Michael Brendan Dougherty sums up [1] why Trump can’t be trusted to conduct foreign policy:

But there aren’t strong reasons to believe Trump is any better than Clinton when it comes to making peace. In fact, he may be much worse.

Trump supported all the dumb wars and interventions that he now claims to have been against. He supported President George W. Bush on invading Iraq. Though he says he was against it, Trump supported the intervention in Libya in the most anti-realist terms possible when he said, “We’ve got to go in and save these lives.” He is just all over the place, saying that we shouldn’t be involved in Syria, and then a few minutes later saying that the U.S. should create safe zones in Syria.

The simple explanation for these changes is that Donald Trump hasn’t ever thought hard about foreign policy; he simply has an instinct for where public opinion is at any moment on any given war and runs ahead of it.

I’ve said before that Trump tends to be all over the map on foreign policy. He can be all over the map because he is shameless, he doesn’t know much about it, he isn’t that interested in it, and he isn’t bound by anything resembling a coherent foreign policy vision. If you want a break from the Washington foreign policy consensus, it is possible to find statements from Trump that suggest that he agrees with you some of the time, and it is also very likely that he has said just the opposite in the same week, hour, or sentence. His die-hard opponents and supporters both want to believe the statements Trump makes that fit their view of him, and many would rather ignore or explain away the statements that don’t fit.

If he says he is for a “safe zone” in Syria, it is a safe bet that he doesn’t understand what that involves, but that doesn’t mean he wouldn’t support one once someone told him what it was.
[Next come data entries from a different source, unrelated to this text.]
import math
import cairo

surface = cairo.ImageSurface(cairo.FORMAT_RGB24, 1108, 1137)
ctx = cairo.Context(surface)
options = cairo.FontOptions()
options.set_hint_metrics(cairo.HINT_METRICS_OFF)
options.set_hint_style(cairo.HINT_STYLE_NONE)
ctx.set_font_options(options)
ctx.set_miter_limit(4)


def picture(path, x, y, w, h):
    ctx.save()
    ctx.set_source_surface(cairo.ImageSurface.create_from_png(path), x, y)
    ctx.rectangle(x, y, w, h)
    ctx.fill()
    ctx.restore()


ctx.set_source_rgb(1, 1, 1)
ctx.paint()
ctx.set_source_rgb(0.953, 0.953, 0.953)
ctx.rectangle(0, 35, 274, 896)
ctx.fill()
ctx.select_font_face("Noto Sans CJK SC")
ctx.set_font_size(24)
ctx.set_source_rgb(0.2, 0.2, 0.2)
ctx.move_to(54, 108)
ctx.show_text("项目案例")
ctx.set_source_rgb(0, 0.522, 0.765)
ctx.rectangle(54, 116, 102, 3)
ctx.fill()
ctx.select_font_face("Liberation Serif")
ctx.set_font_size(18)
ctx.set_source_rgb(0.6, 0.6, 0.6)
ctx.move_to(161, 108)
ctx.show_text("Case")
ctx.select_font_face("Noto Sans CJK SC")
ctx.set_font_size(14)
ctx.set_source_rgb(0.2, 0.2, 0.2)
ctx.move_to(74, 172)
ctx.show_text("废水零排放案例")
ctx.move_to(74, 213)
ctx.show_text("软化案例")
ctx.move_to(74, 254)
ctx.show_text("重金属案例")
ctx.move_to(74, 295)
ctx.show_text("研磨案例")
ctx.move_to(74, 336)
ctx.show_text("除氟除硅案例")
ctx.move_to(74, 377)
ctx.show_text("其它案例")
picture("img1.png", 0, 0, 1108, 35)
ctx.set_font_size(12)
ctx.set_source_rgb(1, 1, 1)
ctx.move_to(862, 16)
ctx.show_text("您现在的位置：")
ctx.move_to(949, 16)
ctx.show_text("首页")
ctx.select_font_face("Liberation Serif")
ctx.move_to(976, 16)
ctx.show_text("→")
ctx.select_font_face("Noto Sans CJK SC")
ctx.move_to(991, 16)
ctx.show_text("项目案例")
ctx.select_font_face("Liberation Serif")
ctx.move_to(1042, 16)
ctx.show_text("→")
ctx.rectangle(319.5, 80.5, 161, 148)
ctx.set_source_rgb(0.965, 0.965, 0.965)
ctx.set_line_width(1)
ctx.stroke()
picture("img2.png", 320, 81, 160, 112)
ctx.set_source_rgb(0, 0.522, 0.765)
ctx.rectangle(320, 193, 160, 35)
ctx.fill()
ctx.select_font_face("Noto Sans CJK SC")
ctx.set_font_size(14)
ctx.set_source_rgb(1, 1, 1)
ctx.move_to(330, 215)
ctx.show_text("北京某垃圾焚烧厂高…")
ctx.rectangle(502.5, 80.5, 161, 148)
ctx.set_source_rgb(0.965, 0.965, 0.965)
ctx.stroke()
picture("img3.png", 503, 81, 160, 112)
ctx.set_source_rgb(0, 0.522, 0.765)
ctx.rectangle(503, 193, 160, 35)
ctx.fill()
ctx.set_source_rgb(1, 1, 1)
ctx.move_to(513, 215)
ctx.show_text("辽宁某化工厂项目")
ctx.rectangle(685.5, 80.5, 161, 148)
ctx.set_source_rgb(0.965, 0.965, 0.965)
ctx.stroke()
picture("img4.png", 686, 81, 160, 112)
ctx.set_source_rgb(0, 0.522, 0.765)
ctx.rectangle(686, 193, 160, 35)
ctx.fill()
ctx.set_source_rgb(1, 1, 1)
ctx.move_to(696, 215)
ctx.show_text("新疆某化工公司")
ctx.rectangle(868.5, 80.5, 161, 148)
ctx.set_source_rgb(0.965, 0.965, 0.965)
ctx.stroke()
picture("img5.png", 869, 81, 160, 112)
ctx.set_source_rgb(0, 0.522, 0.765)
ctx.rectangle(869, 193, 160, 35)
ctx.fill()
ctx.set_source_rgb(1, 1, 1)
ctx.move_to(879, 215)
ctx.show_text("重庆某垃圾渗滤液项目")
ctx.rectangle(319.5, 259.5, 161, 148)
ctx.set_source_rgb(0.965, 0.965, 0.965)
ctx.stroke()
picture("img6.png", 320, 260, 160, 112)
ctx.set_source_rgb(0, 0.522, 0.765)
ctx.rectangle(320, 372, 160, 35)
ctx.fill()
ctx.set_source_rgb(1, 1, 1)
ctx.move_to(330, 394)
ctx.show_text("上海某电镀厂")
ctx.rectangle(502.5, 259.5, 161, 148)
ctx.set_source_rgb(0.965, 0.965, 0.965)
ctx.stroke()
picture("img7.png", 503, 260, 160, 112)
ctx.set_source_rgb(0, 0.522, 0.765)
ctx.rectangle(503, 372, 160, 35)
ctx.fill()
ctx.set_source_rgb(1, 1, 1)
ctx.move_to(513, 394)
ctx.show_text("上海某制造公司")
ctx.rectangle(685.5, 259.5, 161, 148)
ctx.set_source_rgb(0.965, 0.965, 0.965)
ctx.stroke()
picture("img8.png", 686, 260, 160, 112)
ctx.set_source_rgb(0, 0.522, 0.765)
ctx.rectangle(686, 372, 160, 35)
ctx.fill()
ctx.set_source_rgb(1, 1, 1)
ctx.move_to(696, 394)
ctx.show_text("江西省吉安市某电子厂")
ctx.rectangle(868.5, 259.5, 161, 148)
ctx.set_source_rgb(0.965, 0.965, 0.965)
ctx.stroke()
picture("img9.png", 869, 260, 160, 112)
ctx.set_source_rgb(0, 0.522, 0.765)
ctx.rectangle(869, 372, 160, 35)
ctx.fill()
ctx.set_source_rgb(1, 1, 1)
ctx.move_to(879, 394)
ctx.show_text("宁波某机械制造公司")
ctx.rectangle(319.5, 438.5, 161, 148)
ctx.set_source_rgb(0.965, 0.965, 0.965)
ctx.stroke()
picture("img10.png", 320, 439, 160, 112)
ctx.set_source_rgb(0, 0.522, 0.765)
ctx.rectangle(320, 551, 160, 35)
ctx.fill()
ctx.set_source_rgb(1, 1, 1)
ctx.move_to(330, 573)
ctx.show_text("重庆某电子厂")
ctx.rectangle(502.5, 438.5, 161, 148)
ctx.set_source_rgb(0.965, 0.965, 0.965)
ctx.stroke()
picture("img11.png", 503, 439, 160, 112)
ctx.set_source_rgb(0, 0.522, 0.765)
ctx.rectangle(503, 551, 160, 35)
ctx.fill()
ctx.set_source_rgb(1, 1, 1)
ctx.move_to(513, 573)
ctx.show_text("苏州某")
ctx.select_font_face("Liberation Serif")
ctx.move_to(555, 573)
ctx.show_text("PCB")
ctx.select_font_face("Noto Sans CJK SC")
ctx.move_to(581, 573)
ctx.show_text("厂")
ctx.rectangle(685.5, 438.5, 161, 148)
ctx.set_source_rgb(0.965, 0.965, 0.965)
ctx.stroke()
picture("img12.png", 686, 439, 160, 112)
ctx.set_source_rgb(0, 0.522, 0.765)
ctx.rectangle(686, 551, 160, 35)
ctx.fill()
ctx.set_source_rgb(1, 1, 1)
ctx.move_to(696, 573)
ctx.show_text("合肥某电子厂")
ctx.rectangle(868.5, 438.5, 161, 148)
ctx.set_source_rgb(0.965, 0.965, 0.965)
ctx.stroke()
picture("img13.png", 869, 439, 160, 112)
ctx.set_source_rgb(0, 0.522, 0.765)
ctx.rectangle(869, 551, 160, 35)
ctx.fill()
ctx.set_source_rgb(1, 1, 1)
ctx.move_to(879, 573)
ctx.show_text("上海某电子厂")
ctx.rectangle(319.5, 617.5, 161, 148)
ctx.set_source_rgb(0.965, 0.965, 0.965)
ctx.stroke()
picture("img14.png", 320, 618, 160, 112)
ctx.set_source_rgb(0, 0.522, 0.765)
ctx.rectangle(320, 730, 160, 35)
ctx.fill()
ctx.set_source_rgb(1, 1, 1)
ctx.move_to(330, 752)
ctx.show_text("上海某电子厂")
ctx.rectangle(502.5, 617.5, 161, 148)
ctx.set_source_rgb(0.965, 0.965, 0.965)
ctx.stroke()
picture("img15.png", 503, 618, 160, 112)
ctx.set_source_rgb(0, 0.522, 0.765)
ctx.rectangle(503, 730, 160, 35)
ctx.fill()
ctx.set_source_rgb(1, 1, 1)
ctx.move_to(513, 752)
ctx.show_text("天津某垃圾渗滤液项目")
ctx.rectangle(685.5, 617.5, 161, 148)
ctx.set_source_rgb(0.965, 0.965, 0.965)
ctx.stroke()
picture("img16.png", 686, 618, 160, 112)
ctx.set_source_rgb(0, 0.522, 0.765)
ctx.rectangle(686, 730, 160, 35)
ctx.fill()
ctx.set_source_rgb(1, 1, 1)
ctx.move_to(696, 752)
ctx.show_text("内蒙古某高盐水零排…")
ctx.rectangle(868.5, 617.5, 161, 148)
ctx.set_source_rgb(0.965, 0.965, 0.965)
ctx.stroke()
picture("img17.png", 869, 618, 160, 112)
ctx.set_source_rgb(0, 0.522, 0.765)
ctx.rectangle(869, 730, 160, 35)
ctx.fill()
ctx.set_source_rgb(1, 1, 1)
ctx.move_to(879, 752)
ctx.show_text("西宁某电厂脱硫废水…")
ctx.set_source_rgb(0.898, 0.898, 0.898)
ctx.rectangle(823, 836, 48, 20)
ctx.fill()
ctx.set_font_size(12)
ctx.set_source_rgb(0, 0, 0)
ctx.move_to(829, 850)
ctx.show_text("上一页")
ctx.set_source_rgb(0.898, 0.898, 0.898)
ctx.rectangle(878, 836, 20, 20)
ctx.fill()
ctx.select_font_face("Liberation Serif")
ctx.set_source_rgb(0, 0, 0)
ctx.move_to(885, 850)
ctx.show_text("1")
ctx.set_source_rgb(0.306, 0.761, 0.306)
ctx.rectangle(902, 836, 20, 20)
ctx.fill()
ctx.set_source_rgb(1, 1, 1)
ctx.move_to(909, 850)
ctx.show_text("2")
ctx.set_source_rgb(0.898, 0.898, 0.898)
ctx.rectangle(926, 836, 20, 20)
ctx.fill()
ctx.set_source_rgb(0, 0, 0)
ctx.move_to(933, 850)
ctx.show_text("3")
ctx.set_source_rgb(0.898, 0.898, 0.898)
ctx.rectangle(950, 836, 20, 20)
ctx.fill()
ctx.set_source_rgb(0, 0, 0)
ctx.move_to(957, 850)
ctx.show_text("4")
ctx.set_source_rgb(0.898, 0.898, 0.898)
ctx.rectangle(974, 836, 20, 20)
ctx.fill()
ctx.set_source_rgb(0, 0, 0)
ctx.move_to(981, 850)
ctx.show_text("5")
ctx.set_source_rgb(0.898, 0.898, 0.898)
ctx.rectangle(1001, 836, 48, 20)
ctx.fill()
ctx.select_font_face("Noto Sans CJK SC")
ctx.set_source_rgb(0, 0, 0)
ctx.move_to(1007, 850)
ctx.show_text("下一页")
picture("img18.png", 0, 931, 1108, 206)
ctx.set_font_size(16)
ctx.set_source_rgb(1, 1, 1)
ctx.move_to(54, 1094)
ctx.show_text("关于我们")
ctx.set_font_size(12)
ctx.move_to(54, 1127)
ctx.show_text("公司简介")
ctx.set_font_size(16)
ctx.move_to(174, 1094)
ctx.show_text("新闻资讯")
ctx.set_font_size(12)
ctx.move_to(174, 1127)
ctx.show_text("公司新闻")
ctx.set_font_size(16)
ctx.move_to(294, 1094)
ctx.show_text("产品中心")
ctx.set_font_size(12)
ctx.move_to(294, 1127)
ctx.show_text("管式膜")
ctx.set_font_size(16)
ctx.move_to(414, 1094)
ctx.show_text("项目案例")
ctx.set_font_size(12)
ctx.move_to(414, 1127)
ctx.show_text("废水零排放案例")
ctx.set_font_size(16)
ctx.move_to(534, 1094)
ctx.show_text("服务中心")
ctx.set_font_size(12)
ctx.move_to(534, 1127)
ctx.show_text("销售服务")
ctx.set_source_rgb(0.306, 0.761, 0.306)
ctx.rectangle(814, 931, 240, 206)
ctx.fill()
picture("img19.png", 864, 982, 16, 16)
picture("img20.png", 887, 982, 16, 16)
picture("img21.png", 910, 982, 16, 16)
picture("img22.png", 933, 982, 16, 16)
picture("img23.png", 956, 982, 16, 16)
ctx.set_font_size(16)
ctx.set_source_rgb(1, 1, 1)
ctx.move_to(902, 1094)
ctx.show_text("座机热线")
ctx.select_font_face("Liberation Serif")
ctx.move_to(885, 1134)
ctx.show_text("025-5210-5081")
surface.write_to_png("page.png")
He objects to having an adversarial relationship with Russia, but has no interest in making any of the accommodations that having a cooperative relationship would require. In one breath, he’ll worry about nuclear proliferation, and in the next suggest that he is fine with more states acquiring nuclear weapons. When it matters, he has no problem with the latest unnecessary war, and only after it is too late does he discover that he is against them. Weirdly, he is a fan of making deals in the abstract, but hates every deal that every president has ever made.

The only consistent views I have found across all of Trump’s various positions is that he always thinks America is getting a raw deal regardless of the details and he always wants to plunder other countries when given the opportunity. Needless to say, this isn’t someone who is interested in restraint as a virtue or as a grand strategy, and no one should pretend otherwise.

22 Comments (Open | Close)

22 Comments To "Trump Isn’t a Candidate of Restraint"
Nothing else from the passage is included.